Вернулась невероятно усталая; купила еще тридцать два томика английских книг, некоторые из них – переводы лучших немецких писателей.
– И здесь уже целая библиотека! – в ужасе возопила тетя.
Чем больше читаю, тем больше тянет к чтению, чем больше узнаю, тем больше обнаруживаю неизвестного. Я это говорю не в подражание древнему мудрецу. Я чувствую то, что говорю.
Я как Фауст. Сижу перед старинным немецким бюро, вокруг книги, тетради, свитки…
Где черт? Где Маргарита?[53] Увы, черт всегда при мне: моя сумасшедшая суетность – вот мой черт. Ох уж это ничем не оправданное честолюбие!
Бесполезный порыв к неведомой цели!
Всеми силами ненавижу золотую середину. Подавайте мне кипучую жизнь! Или полный покой.
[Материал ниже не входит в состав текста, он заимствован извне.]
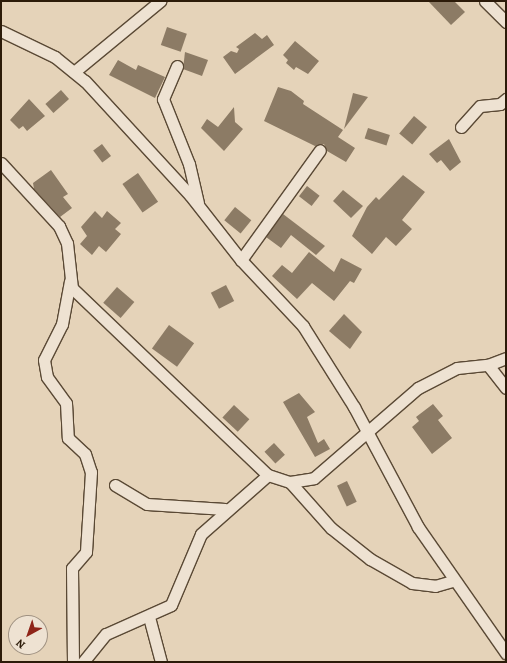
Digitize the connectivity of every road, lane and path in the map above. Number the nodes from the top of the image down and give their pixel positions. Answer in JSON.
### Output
{"nodes":[{"id":1,"x":160,"y":1,"type":"edge"},
{"id":2,"x":485,"y":1,"type":"edge"},
{"id":3,"x":506,"y":22,"type":"edge"},
{"id":4,"x":1,"y":31,"type":"edge"},
{"id":5,"x":177,"y":66,"type":"dead end"},
{"id":6,"x":74,"y":72,"type":"junction"},
{"id":7,"x":506,"y":99,"type":"edge"},
{"id":8,"x":460,"y":127,"type":"dead end"},
{"id":9,"x":320,"y":150,"type":"dead end"},
{"id":10,"x":1,"y":163,"type":"edge"},
{"id":11,"x":198,"y":206,"type":"junction"},
{"id":12,"x":241,"y":260,"type":"junction"},
{"id":13,"x":70,"y":281,"type":"junction"},
{"id":14,"x":506,"y":358,"type":"edge"},
{"id":15,"x":488,"y":365,"type":"junction"},
{"id":16,"x":506,"y":388,"type":"edge"},
{"id":17,"x":366,"y":432,"type":"junction"},
{"id":18,"x":268,"y":475,"type":"junction"},
{"id":19,"x":290,"y":482,"type":"junction"},
{"id":20,"x":115,"y":485,"type":"dead end"},
{"id":21,"x":226,"y":509,"type":"junction"},
{"id":22,"x":452,"y":582,"type":"junction"},
{"id":23,"x":149,"y":617,"type":"junction"},
{"id":24,"x":506,"y":653,"type":"edge"},
{"id":25,"x":73,"y":662,"type":"edge"},
{"id":26,"x":83,"y":662,"type":"edge"},
{"id":27,"x":161,"y":662,"type":"edge"}],
"edges":[{"from":1,"to":6,"type":"street"},
{"from":2,"to":3,"type":"street"},
{"from":4,"to":6,"type":"street"},
{"from":5,"to":11,"type":"street"},
{"from":6,"to":11,"type":"street"},
{"from":7,"to":8,"type":"street"},
{"from":9,"to":12,"type":"street"},
{"from":10,"to":13,"type":"street"},
{"from":11,"to":12,"type":"street"},
{"from":12,"to":17,"type":"street"},
{"from":13,"to":18,"type":"street"},
{"from":13,"to":25,"type":"street"},
{"from":14,"to":15,"type":"street"},
{"from":15,"to":16,"type":"street"},
{"from":15,"to":17,"type":"street"},
{"from":17,"to":19,"type":"street"},
{"from":17,"to":22,"type":"street"},
{"from":18,"to":19,"type":"street"},
{"from":18,"to":21,"type":"street"},
{"from":19,"to":22,"type":"street"},
{"from":20,"to":21,"type":"street"},
{"from":21,"to":23,"type":"street"},
{"from":22,"to":24,"type":"street"},
{"from":23,"to":26,"type":"street"},
{"from":23,"to":27,"type":"street"}]}
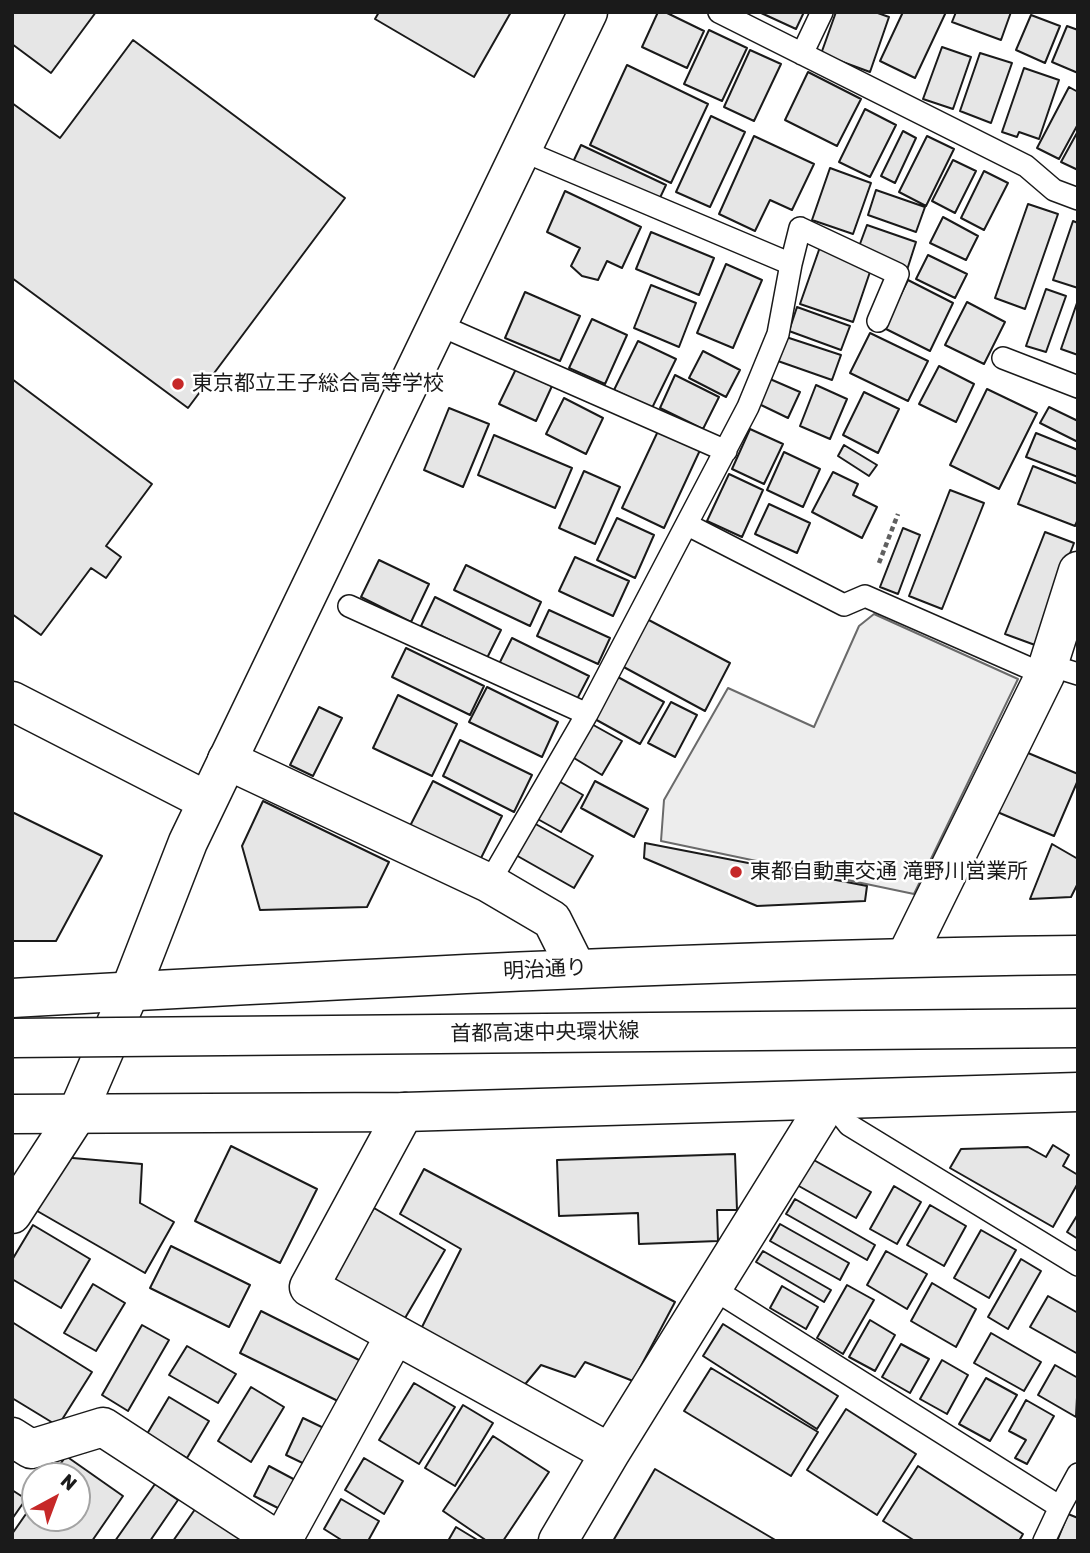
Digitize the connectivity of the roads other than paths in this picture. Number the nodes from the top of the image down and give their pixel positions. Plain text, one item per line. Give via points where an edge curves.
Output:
1 (588, 12) edge
2 (719, 12) edge
3 (822, 12) edge
4 (802, 54) junction
5 (521, 150) junction
6 (1078, 199) edge
7 (791, 264) junction
8 (878, 321) dead end
9 (437, 324) junction
10 (1003, 358) dead end
11 (1078, 387) edge
12 (726, 451) junction
13 (688, 526) junction
14 (1078, 571) edge
15 (349, 606) dead end
16 (1057, 671) edge
17 (12, 701) edge
18 (587, 714) junction
19 (227, 760) junction
20 (207, 801) junction
21 (489, 883) junction
22 (1078, 955) edge
23 (906, 957) junction
24 (576, 968) junction
25 (130, 992) junction
26 (12, 998) edge
27 (1078, 1028) edge
28 (12, 1038) edge
29 (1078, 1092) edge
30 (829, 1100) junction
31 (404, 1112) junction
32 (12, 1114) edge
33 (77, 1114) junction
34 (12, 1214) edge
35 (1078, 1265) edge
36 (712, 1288) junction
37 (396, 1335) junction
38 (12, 1437) edge
39 (610, 1453) junction
40 (1078, 1474) edge
41 (1060, 1507) junction
42 (280, 1541) edge
43 (558, 1541) edge
44 (1044, 1541) edge

1 - 5 main road
2 - 4 lane
3 - 4 lane
4 - 6 lane via 1026,166 1054,190
5 - 7 lane
5 - 9 main road
7 - 8 lane via 800,228 898,274
7 - 12 lane via 778,334
9 - 12 lane
9 - 19 main road
10 - 11 lane
12 - 13 lane
13 - 16 lane via 844,605 865,596
13 - 18 lane
14 - 16 main road
15 - 18 lane
16 - 23 main road
17 - 20 main road
18 - 21 lane
19 - 20 main road
19 - 21 main road
20 - 25 main road
21 - 24 main road via 552,920
22 - 23 main road, 明治通り
23 - 24 main road, 明治通り
24 - 25 main road, 明治通り
25 - 26 main road, 明治通り
25 - 33 main road
27 - 28 main road, 首都高速中央環状線, bridge
29 - 30 main road
30 - 31 main road
30 - 35 lane via 849,1125
30 - 36 main road
31 - 33 main road
31 - 37 main road via 309,1287
32 - 33 main road
33 - 34 main road
36 - 39 main road
36 - 41 lane
37 - 39 main road
37 - 42 main road
38 - 42 main road via 32,1449 103,1427
39 - 43 main road
40 - 41 lane
41 - 44 lane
Не знаю почему, но я совершенно разлюбила Антонелли; и не только разлюбила, но даже нисколько о нем не думаю, и все это мне как будто приснилось. Но меня влечет Рим, чувствую, что смогу учиться только там. Рим, шум и тишина, увеселения и мечтательность, свет и тень… Погодите: свет и тень… это ясно: где свет, там и тень и vice versa…[54] Нет! Решительно, я сама над собой потешаюсь! И есть за что. Хочу в Рим, в единственное место на земле, где могу исполнить свои замыслы, единственное, что дорого мне само по себе.
Берлинский музей прекрасен, богат, но разве он обязан этим Германии? Нет – Греции, Египту, Риму!
Нагляделась на все эти древности и села в карету, испытывая глубочайшее отвращение к нашему искусству, нашей архитектуре, нашим модам.
Если другие не поленятся проанализировать свои чувства по выходе из подобных заведений, окажется, что все думают так же, как я. Зачем же мне уподоблять себя другим?
Хоть я и не люблю сухости и материалистичности, присущих немцам, надо отдать им должное: они очень любезны, очень обязательны. Особенно мне нравится, каким уважением окружают они своих князей и свою историю. Это происходит оттого, что их не коснулась республиканская зараза.
Ничто не сравнится с идеальной республикой, но республика – как невинность: малейшее пятно ее уничтожает. А найдите-ка мне республику без пятен!
Нет, так жить невозможно: ужасная страна! Красивые дома, широкие улицы, но ничего для ума и воображения. По мне, последний городишко в Италии стоит Берлина.
Тетя спрашивает, сколько страниц я написала. Говорит, наверно, страниц сто.